* ASSIGNMENT: Each line below that includes the word "Hamlin" is to be reported.

* RECORDS TO PROCESS:

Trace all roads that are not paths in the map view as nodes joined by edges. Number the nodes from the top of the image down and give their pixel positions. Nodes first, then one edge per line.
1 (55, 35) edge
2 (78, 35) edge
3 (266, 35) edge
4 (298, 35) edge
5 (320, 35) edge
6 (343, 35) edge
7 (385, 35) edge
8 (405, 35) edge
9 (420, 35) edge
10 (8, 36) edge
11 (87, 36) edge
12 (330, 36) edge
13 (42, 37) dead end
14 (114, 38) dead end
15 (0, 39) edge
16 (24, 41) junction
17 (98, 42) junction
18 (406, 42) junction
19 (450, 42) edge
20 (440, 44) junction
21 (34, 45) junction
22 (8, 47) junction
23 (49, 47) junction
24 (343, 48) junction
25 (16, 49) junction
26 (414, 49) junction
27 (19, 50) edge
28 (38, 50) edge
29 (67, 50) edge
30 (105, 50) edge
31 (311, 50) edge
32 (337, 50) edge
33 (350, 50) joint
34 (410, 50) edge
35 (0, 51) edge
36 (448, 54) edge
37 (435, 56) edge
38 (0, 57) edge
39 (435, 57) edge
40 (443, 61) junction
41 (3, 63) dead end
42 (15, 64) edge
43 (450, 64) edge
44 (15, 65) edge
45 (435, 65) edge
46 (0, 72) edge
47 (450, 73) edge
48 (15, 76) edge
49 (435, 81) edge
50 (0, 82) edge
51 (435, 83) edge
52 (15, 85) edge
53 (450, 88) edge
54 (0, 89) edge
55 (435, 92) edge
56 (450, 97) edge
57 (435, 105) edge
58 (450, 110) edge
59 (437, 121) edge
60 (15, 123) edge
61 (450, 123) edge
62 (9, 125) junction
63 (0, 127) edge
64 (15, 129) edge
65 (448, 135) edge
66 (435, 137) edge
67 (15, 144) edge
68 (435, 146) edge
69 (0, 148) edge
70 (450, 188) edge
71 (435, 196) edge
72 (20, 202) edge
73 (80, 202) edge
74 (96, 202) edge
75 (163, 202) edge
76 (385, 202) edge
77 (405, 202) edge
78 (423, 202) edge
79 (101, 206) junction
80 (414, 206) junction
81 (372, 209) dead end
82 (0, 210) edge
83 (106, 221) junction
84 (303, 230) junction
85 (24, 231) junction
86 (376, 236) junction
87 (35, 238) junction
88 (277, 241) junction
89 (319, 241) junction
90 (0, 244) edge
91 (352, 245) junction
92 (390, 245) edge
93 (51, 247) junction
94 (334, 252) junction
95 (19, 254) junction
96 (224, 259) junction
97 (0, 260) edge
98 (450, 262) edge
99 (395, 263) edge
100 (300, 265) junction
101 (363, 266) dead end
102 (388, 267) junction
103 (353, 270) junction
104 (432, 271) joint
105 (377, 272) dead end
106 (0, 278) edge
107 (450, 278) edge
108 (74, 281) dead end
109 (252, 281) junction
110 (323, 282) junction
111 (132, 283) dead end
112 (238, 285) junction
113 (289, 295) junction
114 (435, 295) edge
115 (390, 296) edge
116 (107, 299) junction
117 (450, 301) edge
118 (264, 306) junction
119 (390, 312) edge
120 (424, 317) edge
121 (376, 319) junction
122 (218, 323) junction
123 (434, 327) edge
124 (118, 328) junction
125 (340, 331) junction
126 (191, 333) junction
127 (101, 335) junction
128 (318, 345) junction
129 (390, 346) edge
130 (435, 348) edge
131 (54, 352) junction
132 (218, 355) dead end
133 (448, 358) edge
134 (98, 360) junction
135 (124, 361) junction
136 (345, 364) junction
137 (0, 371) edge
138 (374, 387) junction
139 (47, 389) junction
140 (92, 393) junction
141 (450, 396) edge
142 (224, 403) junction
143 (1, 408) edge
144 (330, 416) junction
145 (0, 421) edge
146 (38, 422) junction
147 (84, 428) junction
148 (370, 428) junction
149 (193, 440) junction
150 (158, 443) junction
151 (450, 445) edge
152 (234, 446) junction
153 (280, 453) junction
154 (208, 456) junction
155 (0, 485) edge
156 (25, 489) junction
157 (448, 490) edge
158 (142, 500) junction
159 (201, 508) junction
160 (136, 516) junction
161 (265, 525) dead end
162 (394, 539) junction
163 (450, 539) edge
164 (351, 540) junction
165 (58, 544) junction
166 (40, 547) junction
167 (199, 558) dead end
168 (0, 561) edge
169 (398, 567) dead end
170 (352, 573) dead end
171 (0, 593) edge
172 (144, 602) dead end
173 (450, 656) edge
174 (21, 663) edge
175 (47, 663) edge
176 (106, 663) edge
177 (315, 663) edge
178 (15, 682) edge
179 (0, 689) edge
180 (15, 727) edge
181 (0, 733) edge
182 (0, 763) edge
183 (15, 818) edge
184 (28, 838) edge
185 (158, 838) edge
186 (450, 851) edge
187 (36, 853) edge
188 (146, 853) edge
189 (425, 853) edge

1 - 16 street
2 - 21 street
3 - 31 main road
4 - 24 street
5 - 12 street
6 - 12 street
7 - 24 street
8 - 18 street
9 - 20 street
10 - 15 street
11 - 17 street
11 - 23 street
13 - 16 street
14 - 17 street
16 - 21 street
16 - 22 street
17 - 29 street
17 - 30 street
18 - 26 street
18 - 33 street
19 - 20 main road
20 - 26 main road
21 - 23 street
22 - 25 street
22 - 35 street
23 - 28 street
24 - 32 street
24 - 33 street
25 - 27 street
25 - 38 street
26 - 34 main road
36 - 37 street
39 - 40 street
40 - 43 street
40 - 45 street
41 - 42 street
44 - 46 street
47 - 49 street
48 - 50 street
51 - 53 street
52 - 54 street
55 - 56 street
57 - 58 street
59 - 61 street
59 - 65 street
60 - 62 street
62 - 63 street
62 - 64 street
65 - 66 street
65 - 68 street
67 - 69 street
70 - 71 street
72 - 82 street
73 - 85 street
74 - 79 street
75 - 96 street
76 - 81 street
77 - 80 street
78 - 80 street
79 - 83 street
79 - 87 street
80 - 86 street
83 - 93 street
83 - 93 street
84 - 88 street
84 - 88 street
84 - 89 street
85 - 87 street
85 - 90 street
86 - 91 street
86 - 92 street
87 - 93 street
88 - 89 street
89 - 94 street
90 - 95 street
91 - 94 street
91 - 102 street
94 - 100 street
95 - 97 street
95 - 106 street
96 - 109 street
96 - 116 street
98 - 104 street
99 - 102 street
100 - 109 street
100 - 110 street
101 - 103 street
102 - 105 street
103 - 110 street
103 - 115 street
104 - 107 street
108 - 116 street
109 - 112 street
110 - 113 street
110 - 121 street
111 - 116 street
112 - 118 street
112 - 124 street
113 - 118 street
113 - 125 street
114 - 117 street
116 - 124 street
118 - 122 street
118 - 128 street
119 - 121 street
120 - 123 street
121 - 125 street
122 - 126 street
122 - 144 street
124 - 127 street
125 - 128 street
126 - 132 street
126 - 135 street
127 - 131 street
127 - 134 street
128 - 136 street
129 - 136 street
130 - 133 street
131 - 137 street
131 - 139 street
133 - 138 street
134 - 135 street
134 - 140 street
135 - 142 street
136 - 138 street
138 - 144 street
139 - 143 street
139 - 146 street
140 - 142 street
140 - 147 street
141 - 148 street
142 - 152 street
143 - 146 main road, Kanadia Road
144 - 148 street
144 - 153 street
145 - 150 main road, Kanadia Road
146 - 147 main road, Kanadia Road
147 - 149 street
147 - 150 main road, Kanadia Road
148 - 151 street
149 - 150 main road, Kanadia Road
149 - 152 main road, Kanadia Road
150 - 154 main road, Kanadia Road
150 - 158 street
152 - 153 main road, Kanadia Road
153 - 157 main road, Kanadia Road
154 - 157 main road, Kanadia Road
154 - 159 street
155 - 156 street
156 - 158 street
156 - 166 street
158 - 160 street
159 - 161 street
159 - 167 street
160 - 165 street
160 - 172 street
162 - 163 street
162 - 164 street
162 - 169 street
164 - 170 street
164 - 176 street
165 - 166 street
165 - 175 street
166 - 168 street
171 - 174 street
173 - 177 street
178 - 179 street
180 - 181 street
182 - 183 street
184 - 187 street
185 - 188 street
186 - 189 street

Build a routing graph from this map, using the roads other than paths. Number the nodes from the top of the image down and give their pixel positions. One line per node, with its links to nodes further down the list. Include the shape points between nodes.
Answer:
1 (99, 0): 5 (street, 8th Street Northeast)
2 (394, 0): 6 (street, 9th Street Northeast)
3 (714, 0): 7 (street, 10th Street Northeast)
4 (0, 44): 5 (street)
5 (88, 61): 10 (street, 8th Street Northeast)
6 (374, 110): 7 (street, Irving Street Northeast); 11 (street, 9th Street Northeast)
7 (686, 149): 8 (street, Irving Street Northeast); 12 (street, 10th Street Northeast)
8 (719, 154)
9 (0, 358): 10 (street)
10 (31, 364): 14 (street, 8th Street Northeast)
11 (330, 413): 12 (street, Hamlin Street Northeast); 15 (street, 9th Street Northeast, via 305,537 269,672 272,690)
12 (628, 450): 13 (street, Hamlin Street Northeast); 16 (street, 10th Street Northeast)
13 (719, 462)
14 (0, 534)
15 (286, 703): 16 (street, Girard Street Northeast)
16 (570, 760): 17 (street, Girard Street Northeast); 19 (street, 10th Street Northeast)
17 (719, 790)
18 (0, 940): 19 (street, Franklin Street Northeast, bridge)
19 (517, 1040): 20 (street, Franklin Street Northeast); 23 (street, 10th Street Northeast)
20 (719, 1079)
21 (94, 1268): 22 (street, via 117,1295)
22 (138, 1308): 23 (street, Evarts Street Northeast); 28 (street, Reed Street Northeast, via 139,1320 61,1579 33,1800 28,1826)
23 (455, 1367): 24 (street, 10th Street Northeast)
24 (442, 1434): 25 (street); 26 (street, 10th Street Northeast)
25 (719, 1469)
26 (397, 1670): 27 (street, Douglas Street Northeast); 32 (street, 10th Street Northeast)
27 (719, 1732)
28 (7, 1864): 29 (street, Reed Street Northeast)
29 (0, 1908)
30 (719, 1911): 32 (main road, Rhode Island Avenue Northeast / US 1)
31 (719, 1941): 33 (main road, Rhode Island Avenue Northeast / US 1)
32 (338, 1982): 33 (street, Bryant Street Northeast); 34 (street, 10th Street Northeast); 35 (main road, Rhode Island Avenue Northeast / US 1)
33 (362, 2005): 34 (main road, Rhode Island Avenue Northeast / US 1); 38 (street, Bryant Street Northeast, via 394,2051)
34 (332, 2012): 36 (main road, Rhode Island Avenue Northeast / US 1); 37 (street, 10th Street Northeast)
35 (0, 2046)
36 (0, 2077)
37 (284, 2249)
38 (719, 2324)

* ANSWER TO THE PROBLEM:
11 (330, 413): 12 (street, Hamlin Street Northeast); 15 (street, 9th Street Northeast, via 305,537 269,672 272,690)
12 (628, 450): 13 (street, Hamlin Street Northeast); 16 (street, 10th Street Northeast)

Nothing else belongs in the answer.